Не родинки под кудрями пленяют тебя, Бабур:
То зерна в силке для поимки птицы души твоей.
19
К чему мне райский кипарис, когда твой стан передо мною?
Что с гиацинтом делать мне, плененному кудрей волною?
Кто станет воду Хызра пить, когда уста твои так близки, И кто Мессии речь сравнит с твоей беседою живою?
Придя к влюбленному, его предметом зависти ты сделай, Как возбуждаешь зависть ты в подругах, славных
красотою.
На шумных пиршествах, в толпе, вдали от нас ты веселишься.
Но, радости вкушая хмель, — и нас ты вспоминай порою.
Что мне людских насмешек яд — ведь есть услада уст любимых,
Чья влага может оживить плоть, разлученную с душою?!
В любви позора не страшись. Чтоб зваться истинным влюбленным,
И честью ты пренебреги, и доброй славой, и молвою!
Бабур, ты, словно соловей, нашел приют у этой розы, Так пой же, если ты избрал себе пристанище такое!
20
Избавился от мира я: мне смертный сон послал творец.
Когда соскучитесь, друзья, я вам приснюсь, ваш друг-певец.
Подвижничество, распри, труд — какая это суета! Какой бы ни была судьба — у жизни есть один конец.
Сей измельчавший, бренный мир, пойми, не стоит наших слез,
Утрату жалких благ земных оплакивает лишь глупец.
О сердце, кто еще в наш век, как я, испытан мерой мук, И так измучено, как ты, какое из людских сердец?
Ни на мгновенье, о Бабур, не отдыхал ты от людей;
Умру — тогда я, может быть, от них избавлюсь наконец.
Эй, кравчий, шевелись живей! Всю эту ночь, не затихая, Пусть влагой пламенной твоей кипит пирушка озорная.
Подай нам чистого вина, ведь полночь лунная ясна, Сияй, лучистая луна, будь радостной, душа хмельная!

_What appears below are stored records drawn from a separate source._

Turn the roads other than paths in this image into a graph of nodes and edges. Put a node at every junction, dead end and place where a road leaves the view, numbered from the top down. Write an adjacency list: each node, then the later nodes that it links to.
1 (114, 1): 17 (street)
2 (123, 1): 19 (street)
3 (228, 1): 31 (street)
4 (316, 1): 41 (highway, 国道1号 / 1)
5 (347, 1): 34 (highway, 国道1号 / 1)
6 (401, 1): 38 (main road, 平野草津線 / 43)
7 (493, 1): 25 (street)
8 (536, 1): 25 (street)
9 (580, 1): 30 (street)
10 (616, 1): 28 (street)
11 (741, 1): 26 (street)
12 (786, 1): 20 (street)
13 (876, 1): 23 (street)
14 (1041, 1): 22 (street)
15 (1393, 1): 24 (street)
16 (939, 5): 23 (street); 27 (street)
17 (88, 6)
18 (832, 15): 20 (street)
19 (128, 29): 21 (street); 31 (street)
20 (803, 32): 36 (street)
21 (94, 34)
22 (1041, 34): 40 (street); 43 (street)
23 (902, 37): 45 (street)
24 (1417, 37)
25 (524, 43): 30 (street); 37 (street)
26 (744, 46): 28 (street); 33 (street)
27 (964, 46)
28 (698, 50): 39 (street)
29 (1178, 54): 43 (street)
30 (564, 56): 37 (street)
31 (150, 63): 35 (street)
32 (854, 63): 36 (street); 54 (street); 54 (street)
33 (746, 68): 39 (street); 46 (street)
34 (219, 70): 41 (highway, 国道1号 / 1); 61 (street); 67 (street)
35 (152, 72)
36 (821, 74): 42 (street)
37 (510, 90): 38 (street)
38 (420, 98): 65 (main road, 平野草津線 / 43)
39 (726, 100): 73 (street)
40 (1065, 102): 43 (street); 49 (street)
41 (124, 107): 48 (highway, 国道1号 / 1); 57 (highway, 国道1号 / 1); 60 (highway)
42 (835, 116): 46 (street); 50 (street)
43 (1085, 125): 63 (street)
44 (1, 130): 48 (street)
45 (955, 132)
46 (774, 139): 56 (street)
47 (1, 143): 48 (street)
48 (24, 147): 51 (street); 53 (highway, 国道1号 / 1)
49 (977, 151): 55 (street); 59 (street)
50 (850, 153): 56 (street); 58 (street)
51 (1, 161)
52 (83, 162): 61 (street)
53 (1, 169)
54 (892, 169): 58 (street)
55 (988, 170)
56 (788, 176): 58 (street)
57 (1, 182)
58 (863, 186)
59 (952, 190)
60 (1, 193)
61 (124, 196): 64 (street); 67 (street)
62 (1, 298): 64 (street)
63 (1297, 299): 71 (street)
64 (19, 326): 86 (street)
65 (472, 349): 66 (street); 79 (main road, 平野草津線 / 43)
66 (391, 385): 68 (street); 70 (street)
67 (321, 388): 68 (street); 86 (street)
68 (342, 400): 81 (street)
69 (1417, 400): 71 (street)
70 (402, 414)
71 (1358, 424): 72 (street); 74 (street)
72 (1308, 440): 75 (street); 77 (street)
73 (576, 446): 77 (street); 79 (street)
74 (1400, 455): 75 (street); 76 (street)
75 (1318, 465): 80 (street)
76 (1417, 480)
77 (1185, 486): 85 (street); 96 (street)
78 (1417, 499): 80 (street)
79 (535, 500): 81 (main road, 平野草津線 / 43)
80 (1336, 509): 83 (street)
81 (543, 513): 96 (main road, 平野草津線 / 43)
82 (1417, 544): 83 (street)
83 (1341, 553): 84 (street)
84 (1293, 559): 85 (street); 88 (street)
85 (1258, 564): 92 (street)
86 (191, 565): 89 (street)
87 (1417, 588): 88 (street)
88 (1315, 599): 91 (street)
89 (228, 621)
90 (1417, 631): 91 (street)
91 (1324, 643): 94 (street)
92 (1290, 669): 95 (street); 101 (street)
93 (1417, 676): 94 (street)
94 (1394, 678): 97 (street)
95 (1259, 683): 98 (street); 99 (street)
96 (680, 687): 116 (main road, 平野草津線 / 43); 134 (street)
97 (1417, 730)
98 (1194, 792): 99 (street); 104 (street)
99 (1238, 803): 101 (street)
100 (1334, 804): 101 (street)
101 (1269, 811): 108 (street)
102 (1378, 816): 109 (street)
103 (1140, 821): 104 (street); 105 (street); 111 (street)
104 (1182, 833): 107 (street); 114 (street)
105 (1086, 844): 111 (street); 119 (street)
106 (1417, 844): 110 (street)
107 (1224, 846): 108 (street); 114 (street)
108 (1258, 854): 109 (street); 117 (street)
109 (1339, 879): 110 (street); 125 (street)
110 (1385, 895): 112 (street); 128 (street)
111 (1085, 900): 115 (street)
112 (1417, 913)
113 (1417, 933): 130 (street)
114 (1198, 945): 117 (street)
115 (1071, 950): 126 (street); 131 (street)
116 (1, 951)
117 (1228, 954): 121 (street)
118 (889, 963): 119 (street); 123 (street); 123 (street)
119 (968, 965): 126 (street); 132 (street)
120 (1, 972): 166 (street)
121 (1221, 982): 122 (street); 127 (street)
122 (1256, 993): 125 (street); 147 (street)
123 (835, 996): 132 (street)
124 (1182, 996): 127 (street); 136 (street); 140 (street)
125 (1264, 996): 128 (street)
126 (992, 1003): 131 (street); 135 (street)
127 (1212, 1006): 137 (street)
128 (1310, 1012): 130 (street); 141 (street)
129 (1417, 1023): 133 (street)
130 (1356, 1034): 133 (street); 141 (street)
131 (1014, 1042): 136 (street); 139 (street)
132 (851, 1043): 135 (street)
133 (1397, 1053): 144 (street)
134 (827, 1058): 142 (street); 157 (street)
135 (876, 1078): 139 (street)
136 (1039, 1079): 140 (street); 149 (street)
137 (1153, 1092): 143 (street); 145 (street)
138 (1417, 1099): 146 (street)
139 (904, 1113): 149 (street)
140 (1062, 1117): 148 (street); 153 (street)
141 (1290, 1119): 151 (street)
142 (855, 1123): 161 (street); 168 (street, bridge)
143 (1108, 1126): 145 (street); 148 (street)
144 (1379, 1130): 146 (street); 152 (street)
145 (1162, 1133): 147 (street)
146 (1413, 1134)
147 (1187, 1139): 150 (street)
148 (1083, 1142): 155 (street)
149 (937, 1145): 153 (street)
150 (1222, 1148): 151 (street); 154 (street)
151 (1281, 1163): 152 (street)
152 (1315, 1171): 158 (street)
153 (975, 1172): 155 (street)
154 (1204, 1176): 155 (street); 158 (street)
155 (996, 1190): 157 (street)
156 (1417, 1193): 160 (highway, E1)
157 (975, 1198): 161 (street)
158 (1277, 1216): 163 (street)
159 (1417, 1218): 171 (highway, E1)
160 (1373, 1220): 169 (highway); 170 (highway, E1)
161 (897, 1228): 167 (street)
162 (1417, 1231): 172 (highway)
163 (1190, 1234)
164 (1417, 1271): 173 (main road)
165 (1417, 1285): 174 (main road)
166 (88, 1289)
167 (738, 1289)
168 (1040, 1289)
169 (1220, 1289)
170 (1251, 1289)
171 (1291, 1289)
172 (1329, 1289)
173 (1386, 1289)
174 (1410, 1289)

Забудь о горестях земли, веселья келью насели, Сердца друзей возвесели звучаньем чанга, пеньем ная.
Все громче пьяный шум и смех, остановиться, право,
грех:
Всех напои, свали нас всех, за чашей чашу подавая!
Но оглянись, Бабур, вокруг: где твой доброжелатель,
друг?
Где тучка вешняя, что вдруг могла б, как ты, всплакнуть, вздыхая?
22
Того, кто месяцы и годы скорбит, чей горек путь, Ни Новый год, ни праздник долгий не веселит ничуть.
Когда ты вынужден из чаши судьбы лишь кровь глотать, Хоть осуши Джамшида чашу — услады не вернуть.
Не говори мне, собеседник: «Твоя страна», «Твой друг», Пойми — мне чужды люди мира, враждебна мира суть.
К чему мне Новый год без милой? Что праздник без тебя?
Мне год любой и месяц — праздник, лишь ты со мною
будь!
Когда б рыдал Бабур в разлуке — сложил бы песню мир Из гулких стонов, тихих вздохов, потрясших эту грудь.
23
Душе моей не были в жизни веселье и радость даны;
Не трать на печаль ни минуты, ни часа короткой весны!
Увы, моей жизни монета катилась печали путем, Мне были разлука, чужбина, удары судьбы суждены.
Извивы кудрей вспоминаю — и пламенных вздохов
дымы, Крутясь, извиваясь, восходят из уст, даже ночью видны.
Покамест красавица эта еще благосклонна ко мне, Ни с кем не хочу я общаться — зачем мне Адама сыны?
Бабур ото всех отвернулся, к подруге лицо обратив: Ему в целом мире отныне другие друзья не нужны.
24
Я обезумел от любви, не в силах скрыться никуда, Среди влюбленных ни один не знал подобного стыда.
Благочестивым подражать пытался в жизни я не раз, Но лишь безумием своим я в мире славился тогда.